**Work item**
Repeat, word for word, every line from the line holding "index pip: (240, 222)" through the final line of the entries below. Skip all pictures.

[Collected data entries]

★ ★ ★ ★ ★ ★ ★

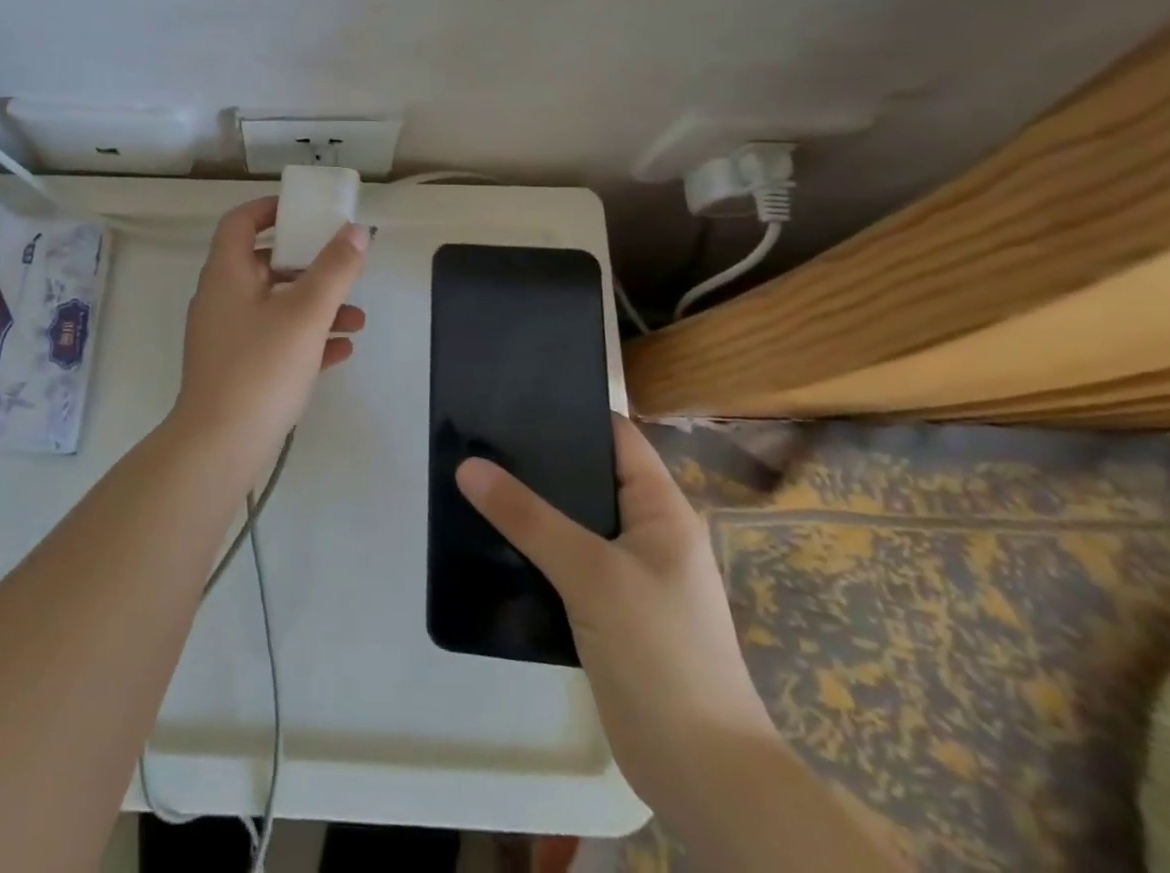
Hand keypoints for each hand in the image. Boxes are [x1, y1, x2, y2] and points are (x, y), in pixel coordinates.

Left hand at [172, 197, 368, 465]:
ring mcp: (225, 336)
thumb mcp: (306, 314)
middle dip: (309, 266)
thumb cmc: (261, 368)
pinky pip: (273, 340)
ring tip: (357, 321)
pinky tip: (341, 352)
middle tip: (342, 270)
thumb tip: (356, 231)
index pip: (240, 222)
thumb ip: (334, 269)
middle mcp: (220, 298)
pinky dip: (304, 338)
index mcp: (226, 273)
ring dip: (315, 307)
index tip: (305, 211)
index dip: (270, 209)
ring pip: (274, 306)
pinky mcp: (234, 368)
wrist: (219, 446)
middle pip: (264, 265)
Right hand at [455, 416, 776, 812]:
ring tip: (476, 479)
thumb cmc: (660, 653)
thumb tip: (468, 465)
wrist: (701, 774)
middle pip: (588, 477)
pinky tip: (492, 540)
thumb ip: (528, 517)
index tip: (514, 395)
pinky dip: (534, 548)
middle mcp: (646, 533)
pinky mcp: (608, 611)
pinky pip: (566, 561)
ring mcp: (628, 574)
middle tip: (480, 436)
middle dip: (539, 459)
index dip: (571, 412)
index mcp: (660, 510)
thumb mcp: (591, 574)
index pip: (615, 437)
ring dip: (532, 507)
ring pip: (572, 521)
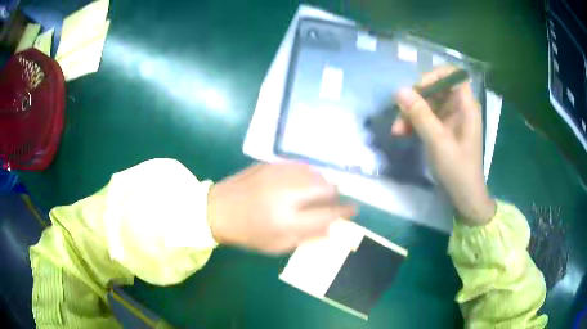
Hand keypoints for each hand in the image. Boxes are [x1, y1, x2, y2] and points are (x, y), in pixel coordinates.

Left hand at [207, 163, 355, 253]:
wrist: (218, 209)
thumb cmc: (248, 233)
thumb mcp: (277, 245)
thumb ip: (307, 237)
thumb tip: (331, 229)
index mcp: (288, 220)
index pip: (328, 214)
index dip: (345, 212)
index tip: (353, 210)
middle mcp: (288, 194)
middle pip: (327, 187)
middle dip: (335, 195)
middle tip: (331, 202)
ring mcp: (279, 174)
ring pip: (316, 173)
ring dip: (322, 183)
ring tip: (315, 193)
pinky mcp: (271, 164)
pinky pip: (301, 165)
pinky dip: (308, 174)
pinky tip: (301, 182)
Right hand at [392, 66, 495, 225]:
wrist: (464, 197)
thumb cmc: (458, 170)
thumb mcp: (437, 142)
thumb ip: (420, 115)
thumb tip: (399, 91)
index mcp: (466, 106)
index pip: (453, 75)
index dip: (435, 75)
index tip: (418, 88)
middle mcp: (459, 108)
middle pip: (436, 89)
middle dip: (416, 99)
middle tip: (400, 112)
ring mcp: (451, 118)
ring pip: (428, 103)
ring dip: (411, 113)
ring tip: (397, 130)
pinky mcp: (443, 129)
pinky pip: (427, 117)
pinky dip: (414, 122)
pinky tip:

★ ★ ★ ★ ★ ★ ★

**The completed task**
index pip: (240, 222)
thumb ip: (334, 269)
middle mcp: (220, 298)
pinky dip: (304, 338)
index mcp: (226, 273)
ring dip: (315, 307)
index tip: (305, 211)
index dip: (270, 209)
ring pip: (274, 306)
pinky mcp: (234, 368)
wrist: (219, 446)
middle pip: (264, 265)
Right hand at [455, 416, 776, 812]:
ring tip: (476, 479)
thumb cmc: (660, 653)
thumb tip: (468, 465)
wrist: (701, 774)
middle pip: (588, 477)
pinky tip: (492, 540)
thumb ip: (528, 517)
index tip: (514, 395)
pinky dip: (534, 548)
middle mcp: (646, 533)
pinky mcp: (608, 611)
pinky pip: (566, 561)
ring mcp: (628, 574)
middle tip: (480, 436)
middle dip: (539, 459)
index dip: (571, 412)
index mcp: (660, 510)
thumb mcp: (591, 574)
index pip: (615, 437)
ring dip: (532, 507)
ring pip: (572, 521)
Hand keypoints for each hand in the image. Boxes are [x1, y1, x2, y2] and points are (x, y), in pixel coordinates.

Left hand at [207, 163, 355, 253]:
wrist: (218, 209)
thumb cmc: (248, 233)
thumb mcp: (277, 245)
thumb ip: (307, 237)
thumb tip: (331, 229)
index mcp: (288, 220)
index pip: (328, 214)
index dip: (345, 212)
index tip: (353, 210)
middle mcp: (288, 194)
middle pip: (327, 187)
middle dip: (335, 195)
middle tip: (331, 202)
ring mcp: (279, 174)
ring pip: (316, 173)
ring dip: (322, 183)
ring tip: (315, 193)
pinky mcp: (271, 164)
pinky pip: (301, 165)
pinky dip: (308, 174)
pinky tip: (301, 182)
Right hand at [392, 66, 495, 225]:
wrist: (464, 197)
thumb cmc: (458, 170)
thumb mcp: (437, 142)
thumb ip: (420, 115)
thumb tip: (399, 91)
index mcp: (466, 106)
index pip: (453, 75)
index dip: (435, 75)
index tip: (418, 88)
middle mcp: (459, 108)
middle pip: (436, 89)
middle dip: (416, 99)
middle tip: (400, 112)
ring mcp: (451, 118)
ring pip: (428, 103)
ring dip: (411, 113)
ring tip: (397, 130)
pinky mcp: (443, 129)
pinky pip: (427, 117)
pinky dip: (414, 122)
pinky tip:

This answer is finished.